In the end, we also jumped off the boat and while it was quite a surreal and scary experience to be swimming in the same river as caimans and piranhas, it was an unforgettable experience to swim with these extremely rare animals. After our swim we headed back to the lodge for showers and had plenty of time for lunch and a siesta in the hammocks before our afternoon activities. The lodge was right on the water and whilst basic, had the best views, and the cutest resident monkeys!
After lunch we all donned gum boots (or wellies) and set off into the high grass of the pampas behind the lodge. Our journey was in search of anacondas and we spent a few hours trudging through the grassland and savannah of the pampas in the high humidity of the day which was tough work! After about two hours our guide spotted a baby anaconda about two metres in the length and the bravest of those in the group had the opportunity to hold it for a moment (I’m so not brave, but managed to pull myself together for a photo). Anacondas are non-venomous but are among the largest snakes in the world and can grow up to 5 metres in length, although there have been many claims to have seen anacondas much longer than that!
By the time we arrived back at the lodge we were all extremely sweaty and hot so all headed down to the river, some choosing to enter in style using the rope swing!

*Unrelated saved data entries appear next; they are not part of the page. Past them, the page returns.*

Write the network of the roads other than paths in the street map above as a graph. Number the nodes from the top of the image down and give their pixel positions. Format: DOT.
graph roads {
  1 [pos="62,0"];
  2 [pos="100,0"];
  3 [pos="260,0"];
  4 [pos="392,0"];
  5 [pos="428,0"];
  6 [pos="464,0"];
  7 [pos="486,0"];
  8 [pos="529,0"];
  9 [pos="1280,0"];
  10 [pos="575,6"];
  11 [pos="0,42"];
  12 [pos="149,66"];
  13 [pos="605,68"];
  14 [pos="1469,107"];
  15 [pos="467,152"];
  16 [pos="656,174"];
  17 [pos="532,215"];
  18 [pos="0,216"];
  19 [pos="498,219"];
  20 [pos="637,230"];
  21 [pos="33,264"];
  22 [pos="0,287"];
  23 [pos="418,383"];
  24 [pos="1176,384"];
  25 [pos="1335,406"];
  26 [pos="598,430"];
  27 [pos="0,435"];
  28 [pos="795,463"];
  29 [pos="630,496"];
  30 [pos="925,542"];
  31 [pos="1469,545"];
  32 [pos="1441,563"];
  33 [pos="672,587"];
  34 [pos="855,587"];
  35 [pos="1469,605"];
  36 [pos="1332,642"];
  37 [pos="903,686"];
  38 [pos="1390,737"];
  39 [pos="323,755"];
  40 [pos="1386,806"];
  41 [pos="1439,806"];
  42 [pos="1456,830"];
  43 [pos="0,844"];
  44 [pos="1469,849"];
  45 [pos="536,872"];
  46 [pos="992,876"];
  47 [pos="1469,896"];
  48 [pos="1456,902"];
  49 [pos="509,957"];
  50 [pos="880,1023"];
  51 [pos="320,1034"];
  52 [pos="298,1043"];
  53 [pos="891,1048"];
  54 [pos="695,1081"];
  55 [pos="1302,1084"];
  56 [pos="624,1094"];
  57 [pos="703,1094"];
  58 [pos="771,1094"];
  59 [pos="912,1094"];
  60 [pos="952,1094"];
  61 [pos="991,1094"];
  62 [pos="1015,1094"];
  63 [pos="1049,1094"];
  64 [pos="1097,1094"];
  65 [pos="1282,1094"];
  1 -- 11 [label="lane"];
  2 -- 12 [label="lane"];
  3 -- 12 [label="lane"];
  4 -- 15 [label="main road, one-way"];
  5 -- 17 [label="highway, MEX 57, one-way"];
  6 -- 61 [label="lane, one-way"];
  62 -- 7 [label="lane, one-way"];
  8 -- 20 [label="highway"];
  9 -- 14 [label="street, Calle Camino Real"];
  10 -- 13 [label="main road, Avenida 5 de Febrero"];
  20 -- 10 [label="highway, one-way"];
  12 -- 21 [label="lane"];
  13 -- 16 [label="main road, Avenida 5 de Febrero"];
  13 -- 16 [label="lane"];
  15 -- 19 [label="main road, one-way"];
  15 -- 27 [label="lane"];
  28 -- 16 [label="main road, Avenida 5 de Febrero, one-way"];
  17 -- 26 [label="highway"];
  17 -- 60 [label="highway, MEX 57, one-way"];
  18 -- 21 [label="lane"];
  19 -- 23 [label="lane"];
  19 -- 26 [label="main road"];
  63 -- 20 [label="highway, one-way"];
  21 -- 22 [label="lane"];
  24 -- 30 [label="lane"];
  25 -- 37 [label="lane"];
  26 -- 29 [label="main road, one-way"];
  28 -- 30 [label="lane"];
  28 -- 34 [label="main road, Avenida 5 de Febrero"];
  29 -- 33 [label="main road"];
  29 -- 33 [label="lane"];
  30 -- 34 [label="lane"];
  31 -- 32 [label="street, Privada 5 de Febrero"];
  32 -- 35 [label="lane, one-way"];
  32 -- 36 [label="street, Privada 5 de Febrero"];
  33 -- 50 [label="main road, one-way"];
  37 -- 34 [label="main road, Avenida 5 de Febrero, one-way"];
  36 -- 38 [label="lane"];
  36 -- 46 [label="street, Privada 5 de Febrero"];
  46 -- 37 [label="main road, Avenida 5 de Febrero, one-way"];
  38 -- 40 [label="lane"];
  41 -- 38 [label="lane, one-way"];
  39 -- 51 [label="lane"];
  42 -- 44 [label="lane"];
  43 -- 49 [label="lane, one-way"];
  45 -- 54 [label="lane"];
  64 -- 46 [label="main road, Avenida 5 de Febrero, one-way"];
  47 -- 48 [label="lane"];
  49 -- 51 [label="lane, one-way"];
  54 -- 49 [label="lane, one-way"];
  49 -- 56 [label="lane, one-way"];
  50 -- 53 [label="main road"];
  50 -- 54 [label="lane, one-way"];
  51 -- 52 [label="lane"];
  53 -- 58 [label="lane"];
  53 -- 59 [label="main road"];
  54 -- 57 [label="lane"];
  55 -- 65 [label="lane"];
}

That evening we headed back to the Amazon bar for a couple of drinks and again, an incredible sunset! That night we had our final dinner at the lodge and afterwards all sat outside relaxing and watching the incredible skies above us. The pampas are beautiful and the stars are incredibly vibrant as we were hours from the light pollution of any towns and cities!
Day Three:
After breakfast on our final day we headed out for our much anticipated fishing trip! The goal for the trip was to catch piranhas, a predatory fish which is abundant in the region and is a dietary staple for the indigenous communities. I couldn’t get over the fact that we’d swum in the same water as we were pirahna fishing in! We used traditional methods in the attempt to catch a piranha and a few people were successful!
We then headed back to the lodge for our final lunch and to pack our belongings before starting the boat ride back to Santa Rosa where our car was waiting to take us back to Rurrenabaque (along with the world’s happiest dog). I honestly could start an album of dogs I have made friends with all over the world!
We all had such an incredible experience on our pampas tour and felt so lucky to have been able to experience this incredible region of the Amazon.
Our tour was US$160 and we paid US$20 for entrance into the park.